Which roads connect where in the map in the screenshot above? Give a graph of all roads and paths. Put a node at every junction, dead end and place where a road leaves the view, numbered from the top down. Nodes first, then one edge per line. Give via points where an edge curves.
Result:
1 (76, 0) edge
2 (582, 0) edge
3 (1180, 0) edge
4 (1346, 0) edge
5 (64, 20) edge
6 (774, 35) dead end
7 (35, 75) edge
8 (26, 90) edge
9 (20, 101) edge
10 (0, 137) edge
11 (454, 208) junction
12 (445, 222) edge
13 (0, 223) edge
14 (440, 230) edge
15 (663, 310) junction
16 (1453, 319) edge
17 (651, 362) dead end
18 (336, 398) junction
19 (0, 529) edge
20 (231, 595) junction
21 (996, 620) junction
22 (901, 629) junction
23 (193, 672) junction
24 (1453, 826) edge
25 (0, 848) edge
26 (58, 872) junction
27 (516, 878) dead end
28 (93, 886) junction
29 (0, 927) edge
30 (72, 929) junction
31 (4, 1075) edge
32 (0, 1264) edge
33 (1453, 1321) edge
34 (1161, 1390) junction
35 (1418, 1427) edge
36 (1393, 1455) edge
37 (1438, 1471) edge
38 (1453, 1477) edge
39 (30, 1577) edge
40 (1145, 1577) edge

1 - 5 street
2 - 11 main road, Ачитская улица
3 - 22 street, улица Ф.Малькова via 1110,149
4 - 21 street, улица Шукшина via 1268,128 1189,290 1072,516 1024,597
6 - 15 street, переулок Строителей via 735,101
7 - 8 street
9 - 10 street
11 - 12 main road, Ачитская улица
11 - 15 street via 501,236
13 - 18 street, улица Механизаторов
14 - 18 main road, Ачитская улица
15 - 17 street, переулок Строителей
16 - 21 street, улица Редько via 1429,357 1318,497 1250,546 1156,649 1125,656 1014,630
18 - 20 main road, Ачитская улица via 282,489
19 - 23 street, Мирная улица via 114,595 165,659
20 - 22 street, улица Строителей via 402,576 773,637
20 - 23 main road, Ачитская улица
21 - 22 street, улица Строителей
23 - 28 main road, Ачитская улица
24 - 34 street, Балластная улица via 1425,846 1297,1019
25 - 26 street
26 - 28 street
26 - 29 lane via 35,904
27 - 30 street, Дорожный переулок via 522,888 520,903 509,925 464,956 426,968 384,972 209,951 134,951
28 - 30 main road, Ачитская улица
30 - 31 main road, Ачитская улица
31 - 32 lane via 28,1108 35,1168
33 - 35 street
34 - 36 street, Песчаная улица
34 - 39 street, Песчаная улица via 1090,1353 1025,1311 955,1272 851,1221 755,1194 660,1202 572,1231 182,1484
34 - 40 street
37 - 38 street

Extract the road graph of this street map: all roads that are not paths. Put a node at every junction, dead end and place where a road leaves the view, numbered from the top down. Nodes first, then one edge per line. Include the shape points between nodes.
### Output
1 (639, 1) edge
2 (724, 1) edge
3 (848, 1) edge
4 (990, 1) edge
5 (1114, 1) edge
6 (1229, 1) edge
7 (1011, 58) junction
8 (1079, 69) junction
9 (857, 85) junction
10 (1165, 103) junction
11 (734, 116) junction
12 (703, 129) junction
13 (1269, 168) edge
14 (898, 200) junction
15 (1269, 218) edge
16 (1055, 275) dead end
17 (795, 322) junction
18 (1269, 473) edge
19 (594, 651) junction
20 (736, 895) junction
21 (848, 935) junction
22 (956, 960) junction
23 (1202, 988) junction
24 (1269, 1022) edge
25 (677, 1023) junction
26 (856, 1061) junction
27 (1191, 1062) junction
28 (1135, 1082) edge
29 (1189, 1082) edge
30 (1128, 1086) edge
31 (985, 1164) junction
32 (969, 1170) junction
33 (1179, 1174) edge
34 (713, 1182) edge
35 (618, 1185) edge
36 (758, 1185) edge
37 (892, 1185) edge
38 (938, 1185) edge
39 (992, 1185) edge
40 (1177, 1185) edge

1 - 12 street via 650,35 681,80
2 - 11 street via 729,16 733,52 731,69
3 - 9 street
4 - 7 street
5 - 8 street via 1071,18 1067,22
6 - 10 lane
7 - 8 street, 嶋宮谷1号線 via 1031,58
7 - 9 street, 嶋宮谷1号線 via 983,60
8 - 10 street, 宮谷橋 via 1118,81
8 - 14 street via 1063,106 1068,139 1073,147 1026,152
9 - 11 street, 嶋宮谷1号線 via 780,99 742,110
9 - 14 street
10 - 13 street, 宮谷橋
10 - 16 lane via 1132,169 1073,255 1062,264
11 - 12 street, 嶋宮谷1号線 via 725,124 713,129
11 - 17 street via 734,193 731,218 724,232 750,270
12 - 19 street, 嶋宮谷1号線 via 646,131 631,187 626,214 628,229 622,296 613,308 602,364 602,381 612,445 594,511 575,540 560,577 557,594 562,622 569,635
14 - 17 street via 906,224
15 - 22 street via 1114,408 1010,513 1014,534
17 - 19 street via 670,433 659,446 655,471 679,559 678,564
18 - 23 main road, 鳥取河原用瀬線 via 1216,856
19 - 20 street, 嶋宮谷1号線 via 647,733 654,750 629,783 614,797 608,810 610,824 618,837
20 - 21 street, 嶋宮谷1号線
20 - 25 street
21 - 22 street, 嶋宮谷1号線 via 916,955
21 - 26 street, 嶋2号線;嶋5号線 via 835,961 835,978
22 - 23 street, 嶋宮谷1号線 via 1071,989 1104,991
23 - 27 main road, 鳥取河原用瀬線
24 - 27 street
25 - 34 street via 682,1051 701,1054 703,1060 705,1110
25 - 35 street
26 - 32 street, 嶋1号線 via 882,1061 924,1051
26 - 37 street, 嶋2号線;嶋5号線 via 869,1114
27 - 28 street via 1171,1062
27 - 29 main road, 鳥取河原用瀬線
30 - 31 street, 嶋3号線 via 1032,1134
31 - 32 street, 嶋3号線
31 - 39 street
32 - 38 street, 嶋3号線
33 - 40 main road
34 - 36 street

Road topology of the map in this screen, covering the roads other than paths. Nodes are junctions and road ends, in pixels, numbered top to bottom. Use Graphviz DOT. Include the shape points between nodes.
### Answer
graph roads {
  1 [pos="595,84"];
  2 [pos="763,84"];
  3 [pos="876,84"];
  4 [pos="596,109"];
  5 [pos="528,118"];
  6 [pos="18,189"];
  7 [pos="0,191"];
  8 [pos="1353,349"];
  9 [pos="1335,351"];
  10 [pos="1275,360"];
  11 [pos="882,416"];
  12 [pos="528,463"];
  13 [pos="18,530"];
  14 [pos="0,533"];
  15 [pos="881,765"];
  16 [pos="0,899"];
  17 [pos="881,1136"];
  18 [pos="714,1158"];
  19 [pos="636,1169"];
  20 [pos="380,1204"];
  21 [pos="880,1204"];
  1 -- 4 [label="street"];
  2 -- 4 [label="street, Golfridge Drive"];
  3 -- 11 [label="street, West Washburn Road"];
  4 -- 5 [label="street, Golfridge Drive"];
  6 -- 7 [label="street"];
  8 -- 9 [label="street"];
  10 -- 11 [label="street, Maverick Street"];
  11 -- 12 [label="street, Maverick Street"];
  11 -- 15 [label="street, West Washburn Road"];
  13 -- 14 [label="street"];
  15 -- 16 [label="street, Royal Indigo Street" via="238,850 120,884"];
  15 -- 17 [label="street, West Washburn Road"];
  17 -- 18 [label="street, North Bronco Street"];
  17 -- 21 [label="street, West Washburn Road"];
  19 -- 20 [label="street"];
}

**Assignment:**
Please reproduce all of the records exactly as they stand.

**Result of the exercise:**
Which roads connect where in the map in the screenshot above? Give a graph of all roads and paths. Put a node at every junction, dead end and place where a road leaves the view, numbered from the top down. Nodes first, then one edge per line. Give via points where an edge curves.
Result:
1 (76, 0) edge
2 (582, 0) edge
3 (1180, 0) edge
4 (1346, 0) edge
5 (64, 20) edge
6 (774, 35) dead end
7 (35, 75) edge
8 (26, 90) edge
9 (20, 101) edge
10 (0, 137) edge
11 (454, 208) junction
12 (445, 222) edge
13 (0, 223) edge
14 (440, 230) edge
15 (663, 310) junction
16 (1453, 319) edge
17 (651, 362) dead end
18 (336, 398) junction
19 (0, 529) edge
20 (231, 595) junction
21 (996, 620) junction
22 (901, 629) junction
23 (193, 672) junction
24 (1453, 826) edge
25 (0, 848) edge
26 (58, 872) junction
27 (516, 878) dead end
28 (93, 886) junction
29 (0, 927) edge
30 (72, 929) junction
31 (4, 1075) edge
32 (0, 1264) edge
33 (1453, 1321) edge
34 (1161, 1390) junction
35 (1418, 1427) edge
36 (1393, 1455) edge
37 (1438, 1471) edge
38 (1453, 1477) edge
39 (30, 1577) edge
40 (1145, 1577) edge

1 - 5 street
2 - 11 main road, Ачитская улица
3 - 22 street, улица Ф.Малькова via 1110,149
4 - 21 street, улица Шукшина via 1268,128 1189,290 1072,516 1024,597
6 - 15 street, переулок Строителей via 735,101
7 - 8 street
9 - 10 street
11 - 12 main road, Ачитская улица
11 - 15 street via 501,236
13 - 18 street, улица Механизаторов
14 - 18 main road, Ачитская улица
15 - 17 street, переулок Строителей
16 - 21 street, улица Редько via 1429,357 1318,497 1250,546 1156,649 1125,656 1014,630
18 - 20 main road, Ачитская улица via 282,489
19 - 23 street, Мирная улица via 114,595 165,659
20 - 22 street, улица Строителей via 402,576 773,637
20 - 23 main road, Ачитская улица
21 - 22 street, улица Строителей
23 - 28 main road, Ачитская улица
24 - 34 street, Балластная улица via 1425,846 1297,1019
25 - 26 street
26 - 28 street
26 - 29 lane via 35,904
27 - 30 street, Дорожный переулок via 522,888 520,903 509,925 464,956 426,968 384,972 209,951 134,951
28 - 30 main road, Ачитская улица
30 - 31 main road, Ачитская улица
31 - 32 lane via 28,1108 35,1168
33 - 35 street
34 - 36 street, Песчаная улица
34 - 39 street, Песчаная улица via 1090,1353 1025,1311 955,1272 851,1221 755,1194 660,1202 572,1231 182,1484
34 - 40 street
37 - 38 street

Extract the road graph of this street map: all roads that are not paths. Put a node at every junction, dead end and place where a road leaves the view, numbered from the top down. Nodes first, then one edge per line. Include the shape points between nodes.
### Output
1 (639, 1) edge
2 (724, 1) edge
3 (848, 1) edge
4 (990, 1) edge
5 (1114, 1) edge
6 (1229, 1) edge
7 (1011, 58) junction
8 (1079, 69) junction
9 (857, 85) junction
10 (1165, 103) junction
11 (734, 116) junction
12 (703, 129) junction
13 (1269, 168) edge
14 (898, 200) junction
15 (1269, 218) edge
16 (1055, 275) dead end
17 (795, 322) junction
18 (1269, 473) edge
19 (594, 651) junction
20 (736, 895) junction
21 (848, 935) junction
22 (956, 960) junction
23 (1202, 988) junction
24 (1269, 1022) edge
25 (677, 1023) junction
26 (856, 1061) junction
27 (1191, 1062) junction
28 (1135, 1082) edge
29 (1189, 1082) edge
30 (1128, 1086) edge
31 (985, 1164) junction
32 (969, 1170) junction
33 (1179, 1174) edge
34 (713, 1182) edge
35 (618, 1185) edge
36 (758, 1185) edge
37 (892, 1185) edge
38 (938, 1185) edge
39 (992, 1185) edge
40 (1177, 1185) edge

1 - 12 street via 650,35 681,80
2 - 11 street via 729,16 733,52 731,69
3 - 9 street
4 - 7 street
5 - 8 street via 1071,18 1067,22
6 - 10 lane
7 - 8 street, 嶋宮谷1号線 via 1031,58
7 - 9 street, 嶋宮谷1号線 via 983,60
8 - 10 street, 宮谷橋 via 1118,81
8 - 14 street via 1063,106 1068,139 1073,147 1026,152
9 - 11 street, 嶋宮谷1号線 via 780,99 742,110
9 - 14 street
10 - 13 street, 宮谷橋
10 - 16 lane via 1132,169 1073,255 1062,264
11 - 12 street, 嶋宮谷1号線 via 725,124 713,129
11 - 17 street via 734,193 731,218 724,232 750,270
12 - 19 street, 嶋宮谷1号線 via 646,131 631,187 626,214 628,229 622,296 613,308 602,364 602,381 612,445 594,511 575,540 560,577 557,594 562,622 569,635
14 - 17 street via 906,224
15 - 22 street via 1114,408 1010,513 1014,534
17 - 19 street via 670,433 659,446 655,471 679,559 678,564
18 - 23 main road, 鳥取河原用瀬線 via 1216,856
19 - 20 street, 嶋宮谷1号線 via 647,733 654,750 629,783 614,797 608,810 610,824 618,837
20 - 21 street, 嶋宮谷1号線
20 - 25 street
21 - 22 street, 嶋宮谷1号線 via 916,955
21 - 26 street, 嶋2号線;嶋5号線 via 835,961 835,978
22 - 23 street, 嶋宮谷1号線 via 1071,989 1104,991
23 - 27 main road, 鳥取河原用瀬線
24 - 27 street
25 - 34 street via 682,1051 701,1054 703,1060 705,1110
25 - 35 street
26 - 32 street, 嶋1号線 via 882,1061 924,1051
26 - 37 street, 嶋2号線;嶋5号線 via 869,1114
27 - 28 street via 1171,1062
27 - 29 main road, 鳥取河原用瀬線
30 - 31 street, 嶋3号線 via 1032,1134
31 - 32 street, 嶋3号線
31 - 39 street
32 - 38 street, 嶋3号線
33 - 40 main road
34 - 36 street

Road topology of the map in this screen, covering the roads other than paths. Nodes are junctions and road ends, in pixels, numbered top to bottom. Use Graphviz DOT. Include the shape points between nodes.
### Answer
graph roads {
  1 [pos="595,84"];
  2 [pos="763,84"];
  3 [pos="876,84"];
  4 [pos="596,109"];
  5 [pos="528,118"];
  6 [pos="18,189"];
  7 [pos="0,191"];
  8 [pos="1353,349"];
  9 [pos="1335,351"];
  10 [pos="1275,360"];
  11 [pos="882,416"];
  12 [pos="528,463"];
  13 [pos="18,530"];
  14 [pos="0,533"];
  15 [pos="881,765"];
  16 [pos="0,899"];
  17 [pos="881,1136"];
  18 [pos="714,1158"];
  19 [pos="636,1169"];
  20 [pos="380,1204"];
  21 [pos="880,1204"];
  1 -- 4 [label="street"];
  2 -- 4 [label="street, Golfridge Drive"];
  3 -- 11 [label="street, West Washburn Road"];
  4 -- 5 [label="street, Golfridge Drive"];
  6 -- 7 [label="street"];
  8 -- 9 [label="street"];
  10 -- 11 [label="street, Maverick Street"];
  11 -- 12 [label="street, Maverick Street"];
  11 -- 15 [label="street, West Washburn Road"];
  13 -- 14 [label="street"];
  15 -- 16 [label="street, Royal Indigo Street" via="238,850 120,884"];
  15 -- 17 [label="street, West Washburn Road"];
  17 -- 18 [label="street, North Bronco Street"];
  17 -- 21 [label="street, West Washburn Road"];
  19 -- 20 [label="street"];
}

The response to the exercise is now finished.